Where Sigismond and Flamabard were brimming with life and health, sunkissed and golden like wheat, Bilbo was a pale and faded shadow of what a Took was supposed to look like. The Abhorsen’s skin looked like fine porcelain, soft and muted like moonlight, ethereal and almost dollike. His hair looked tarnished compared to his cousins, the bright golden color had been muted and sullied, as if all that was needed was for Bilbo to simply wash the grime from his hair. Not that it’d work though, because Bilbo had recently come from the bath and was perfectly clean. Anyone who cared to sniff him or pet his hair would know.

“Tsk tsk cousin. To think you thought you could sneak away without getting a proper goodbye? Shameful that what this is, you should know better by now that we See everything.”

Bilbo closed his eyes as he silently begged Mandos for patience while Flambard spoke. He could feel the weight of the dwarves’ stares, practically tasting the way Thorin’s anger began to rise. The Abhorsen could feel Sigismond snicker at the dwarves, and instinctively knew that his cousin had thrown a wink at Gandalf.

“Not to worry master dwarves, whatever reason you’ve got for absconding with our cousin still remains a secret. We simply Saw him here, at this day, at this time, woefully unprepared for the road ahead. As he is far far too much of a Baggins to tell you lot to shove it or even delay a day or two while he got himself properly prepared, as he was in the middle of moving residences, we decided to gather up his proper travelling things.
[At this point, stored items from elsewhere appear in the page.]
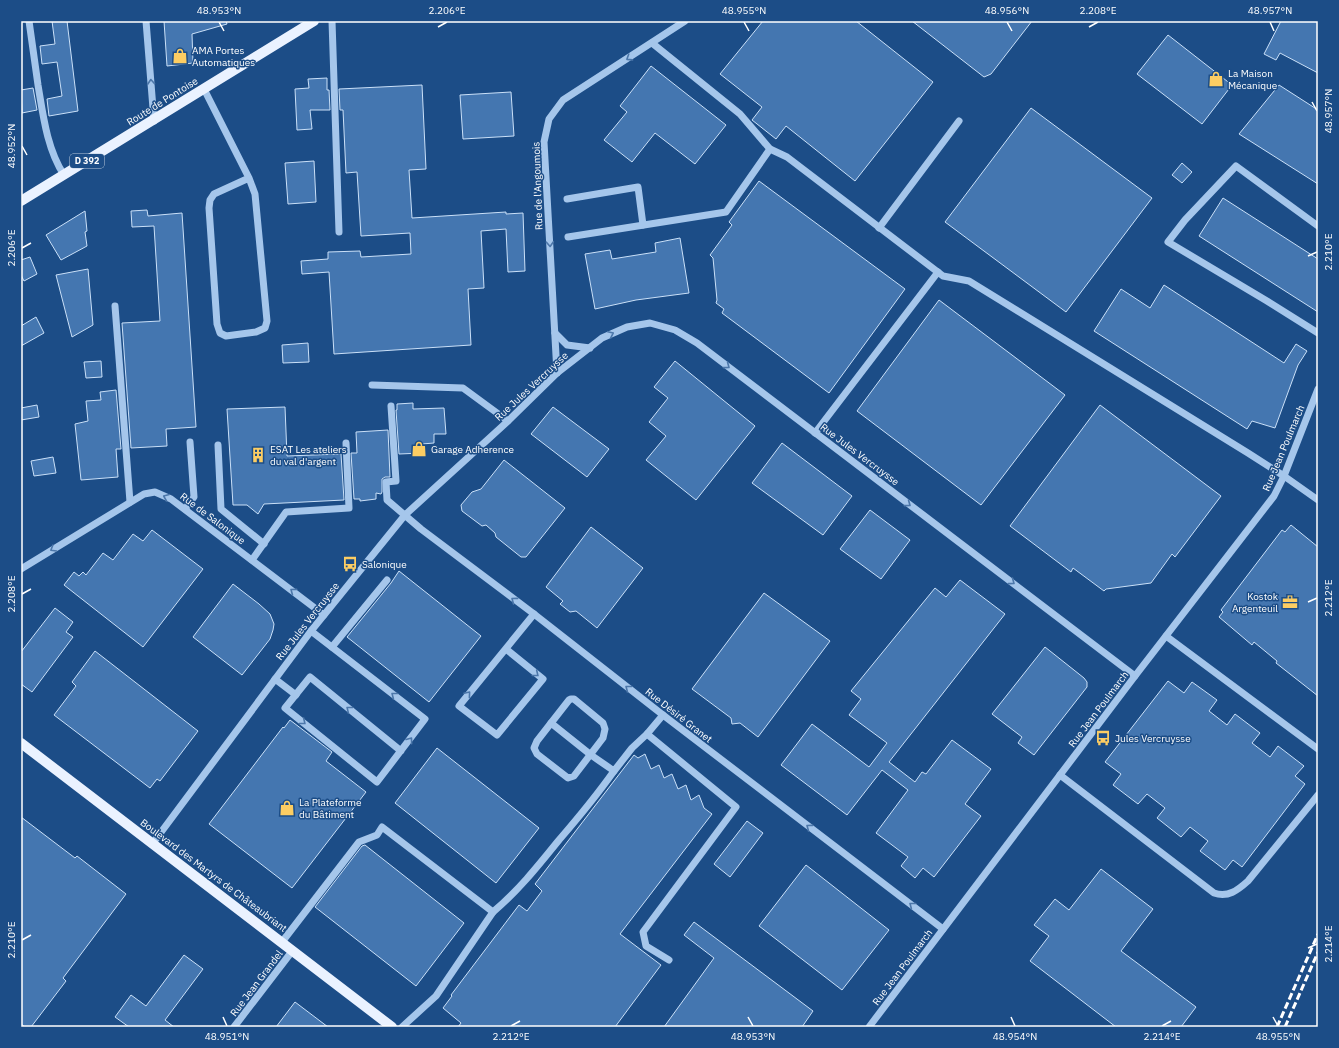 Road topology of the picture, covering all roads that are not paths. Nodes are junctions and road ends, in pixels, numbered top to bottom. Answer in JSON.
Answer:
{"nodes":[{"id":1,"x":29,"y":21,"type":"edge"},
{"id":2,"x":146,"y":21,"type":"edge"},
{"id":3,"x":314,"y":21,"type":"edge"},
{"id":4,"x":332,"y":21,"type":"edge"},
{"id":5,"x":686,"y":21,"type":"edge"},
{"id":6,"x":652,"y":43,"type":"junction"},
{"id":7,"x":204,"y":90,"type":"junction"},
{"id":8,"x":154,"y":121,"type":"junction"},
{"id":9,"x":959,"y":121,"type":"dead end"},
{"id":10,"x":770,"y":149,"type":"junction"},
{"id":11,"x":64,"y":175,"type":"junction"},
{"id":12,"x":249,"y":178,"type":"junction"},
{"id":13,"x":566,"y":198,"type":"dead end"},
{"id":14,"x":21,"y":201,"type":"edge"},
{"id":15,"x":643,"y":225,"type":"junction"},
{"id":16,"x":1318,"y":226,"type":"edge"},
{"id":17,"x":879,"y":228,"type":"junction"},
{"id":18,"x":339,"y":232,"type":"dead end"},
{"id":19,"x":568,"y":237,"type":"dead end"},
{"id":20,"x":938,"y":272,"type":"junction"},
{"id":21,"x":115,"y":306,"type":"dead end"},
{"id":22,"x":555,"y":333,"type":"junction"},
{"id":23,"x":1318,"y":333,"type":"edge"},
{"id":24,"x":590,"y":348,"type":"junction"},
{"id":25,"x":557,"y":373,"type":"junction"},
{"id":26,"x":372,"y":384,"type":"dead end"},
{"id":27,"x":1318,"y":389,"type":"edge"},
{"id":28,"x":391,"y":406,"type":"dead end"},
{"id":29,"x":508,"y":422,"type":"junction"},
{"id":30,"x":815,"y":433,"type":"junction"},
{"id":31,"x":190,"y":442,"type":"dead end"},
{"id":32,"x":346,"y":442,"type":"dead end"},
{"id":33,"x":218,"y":445,"type":"dead end"},
{"id":34,"x":1284,"y":476,"type":"junction"},
{"id":35,"x":1318,"y":500,"type":"edge"},
{"id":36,"x":130,"y":502,"type":"junction"},
{"id":37,"x":185,"y":509,"type":"junction"},
{"id":38,"x":405,"y":515,"type":"junction"},
{"id":39,"x":264,"y":544,"type":"junction"},
{"id":40,"x":252,"y":560,"type":"junction"},
{"id":41,"x":21,"y":569,"type":"edge"},
{"id":42,"x":386,"y":580,"type":"dead end"},
{"id":43,"x":534,"y":614,"type":"junction"},
{"id":44,"x":324,"y":615,"type":"junction"},
{"id":45,"x":311,"y":631,"type":"junction"},
{"id":46,"x":1166,"y":636,"type":"junction"},
{"id":47,"x":332,"y":647,"type":"junction"},
{"id":48,"x":506,"y":649,"type":"junction"},
{"id":49,"x":1135,"y":676,"type":"junction"},
{"id":50,"x":275,"y":679,"type":"junction"},
{"id":51,"x":296,"y":695,"type":"junction"},
{"id":52,"x":663,"y":715,"type":"junction"},
{"id":53,"x":551,"y":723,"type":"junction"},
{"id":54,"x":646,"y":734,"type":"junction"},
{"id":55,"x":22,"y":745,"type":"edge"},
{"id":56,"x":1318,"y":749,"type":"edge"},
{"id":57,"x":401,"y":751,"type":"junction"},
{"id":58,"x":590,"y":755,"type":"junction"},
{"id":59,"x":614,"y":771,"type":"junction"},
{"id":60,"x":1060,"y":775,"type":"junction"},
{"id":61,"x":1318,"y":795,"type":"edge"},
{"id":62,"x":153,"y":843,"type":"junction"},
{"id":63,"x":493,"y":912,"type":"junction"},
{"id":64,"x":943,"y":929,"type":"junction"},
{"id":65,"x":282,"y":942,"type":"junction"},
{"id":66,"x":293,"y":950,"type":"junction"},
{"id":67,"x":669,"y":960,"type":"dead end"},
{"id":68,"x":234,"y":1027,"type":"edge"},
{"id":69,"x":392,"y":1027,"type":"edge"},
{"id":70,"x":402,"y":1027,"type":"edge"},
{"id":71,"x":869,"y":1027,"type":"edge"}],
"edges":[{"from":1,"to":11,"type":"street"},
{"from":8,"to":2,"type":"street","one_way":true},
{"from":3,"to":7,"type":"main road","name":"Route de Pontoise","number":"D 392"},
{"from":4,"to":18,"type":"street"},
{"from":5,"to":6,"type":"street","name":"Rue de l'Angoumois"},
{"from":6,"to":10,"type":"street"},
{"from":6,"to":22,"type":"street","name":"Rue de l'Angoumois","one_way":true},
{"from":7,"to":8,"type":"main road","name":"Route de Pontoise","number":"D 392"},
{"from":7,"to":12,"type":"street"},
{"from":8,"to":11,"type":"main road","name":"Route de Pontoise","number":"D 392"},
{"from":9,"to":17,"type":"street"},
{"from":10,"to":15,"type":"street"},
{"from":10,"to":17,"type":"street"},
{"from":11,"to":14,"type":"main road","name":"Route de Pontoise","number":"D 392"},
{"from":12,"to":12,"type":"street"},
{"from":13,"to":15,"type":"street"},
{"from":15,"to":19,"type":"street"},
{"from":16,"to":23,"type":"street"},
{"from":17,"to":20,"type":"street"},
{"from":20,"to":30,"type":"street"},
{"from":20,"to":34,"type":"street"},
{"from":21,"to":36,"type":"street"},
{"from":22,"to":24,"type":"street"},
{"from":22,"to":25,"type":"street","name":"Rue de l'Angoumois"},
{"from":24,"to":25,"type":"street","name":"Rue Jules Vercruysse"},
{"from":24,"to":30,"type":"street","name":"Rue Jules Vercruysse","one_way":true},
{"from":25,"to":29,"type":"street","name":"Rue Jules Vercruysse"},
{"from":26,"to":29,"type":"street"},
{"from":27,"to":34,"type":"street","name":"Rue Jean Poulmarch"},
{"from":28,"to":38,"type":"street","name":"Rue Désiré Granet"},
{"from":29,"to":38,"type":"street","name":"Rue Jules Vercruysse"},
{"from":30,"to":49,"type":"street","name":"Rue Jules Vercruysse","one_way":true},
{"from":31,"to":37,"type":"street"},
{"from":32,"to":39,"type":"street"},
{"from":33,"to":39,"type":"street"},
{"from":34,"to":35,"type":"street"},
{"from":34,"to":46,"type":"street","name":"Rue Jean Poulmarch"},
{"from":37,"to":36,"type":"street","name":"Rue de Salonique","one_way":true},
{"from":36,"to":41,"type":"street","name":"Rue de Salonique","one_way":true},
{"from":37,"to":40,"type":"street","name":"Rue de Salonique"},
{"from":43,"to":38,"type":"street","name":"Rue Désiré Granet","one_way":true},
{"from":38,"to":44,"type":"street","name":"Rue Jules Vercruysse"},
{"from":39,"to":40,"type":"street"},
{"from":44,"to":40,"type":"street","name":"Rue de Salonique","one_way":true},
{"from":42,"to":47,"type":"street"},
{"from":43,"to":48,"type":"street"},
{"from":52,"to":43,"type":"street","name":"Rue Désiré Granet","one_way":true},
{"from":44,"to":45,"type":"street","name":"Rue Jules Vercruysse"},
{"from":45,"to":47,"type":"street"},
{"from":45,"to":50,"type":"street","name":"Rue Jules Vercruysse"},
{"from":46,"to":49,"type":"street","name":"Rue Jean Poulmarch"},
{"from":46,"to":56,"type":"street"},
{"from":57,"to":47,"type":"street","one_way":true},
{"from":48,"to":48,"type":"street","one_way":true},
{"from":49,"to":60,"type":"street","name":"Rue Jean Poulmarch"},
{"from":50,"to":51,"type":"street"},
{"from":50,"to":62,"type":"street","name":"Rue Jules Vercruysse"},
{"from":57,"to":51,"type":"street","one_way":true},
{"from":51,"to":57,"type":"street","one_way":true},
{"from":52,"to":54,"type":"street"},
{"from":64,"to":52,"type":"street","name":"Rue Désiré Granet","one_way":true},
{"from":53,"to":58,"type":"street"},
{"from":53,"to":58,"type":"street"},
{"from":53,"to":58,"type":"street"},
{"from":54,"to":59,"type":"street"},
{"from":54,"to":67,"type":"street"},
{"from":55,"to":62,"type":"main road","name":"Boulevard des Martyrs de Châteaubriant"},
{"from":58,"to":59,"type":"street"},
{"from":59,"to":63,"type":"street"},
{"from":60,"to":61,"type":"street"},
{"from":60,"to":64,"type":"street","name":"Rue Jean Poulmarch"},
{"from":62,"to":65,"type":"main road","name":"Boulevard des Martyrs de Châteaubriant"},
{"from":63,"to":65,"type":"street"},
{"from":63,"to":70,"type":"street"},
{"from":64,"to":71,"type":"street","name":"Rue Jean Poulmarch"},
{"from":65,"to":66,"type":"main road","name":"Boulevard des Martyrs de Châteaubriant"},
{"from":66,"to":68,"type":"street","name":"Rue Jean Grandel"},
{"from":66,"to":69,"type":"main road","name":"Boulevard des Martyrs de Châteaubriant"}]}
Since being unprepared for the road ahead will kill him and therefore all of you by proxy, we also figured you wouldn’t mind. Now bring our little cousin back in one piece or there will be no place in Middle Earth you can hide from us.”

Sigismond’s smile was bright and merry as he spoke cheerfully. His eyes though were flinty, a dark greyish green that spoke more eloquently than words that he would enact a vengeance too terrible to name. Flambard’s eyes were kinder, but his smile fiercer with far too many teeth. It wasn’t often or easy for hobbits to look intimidating or threatening in any manner, as soft and small as they generally were. Unsurprisingly Tooks and Bagginses had managed to get it down to an art form, though in spectacularly different ways. There was something wild and unrestrained within the Tooks, a chaotic sort of energy that they could harness into a weapon. Bagginses were calm and regal, sophisticated and curt, with a sharp chilling edge that struck clean and true when they wanted to.

When the Tooks were certain their point had been made they turned to Bilbo, and gentled their expressions. In sync they leaned forward and pressed their foreheads to Bilbo’s head, a comforting gesture for their cousin.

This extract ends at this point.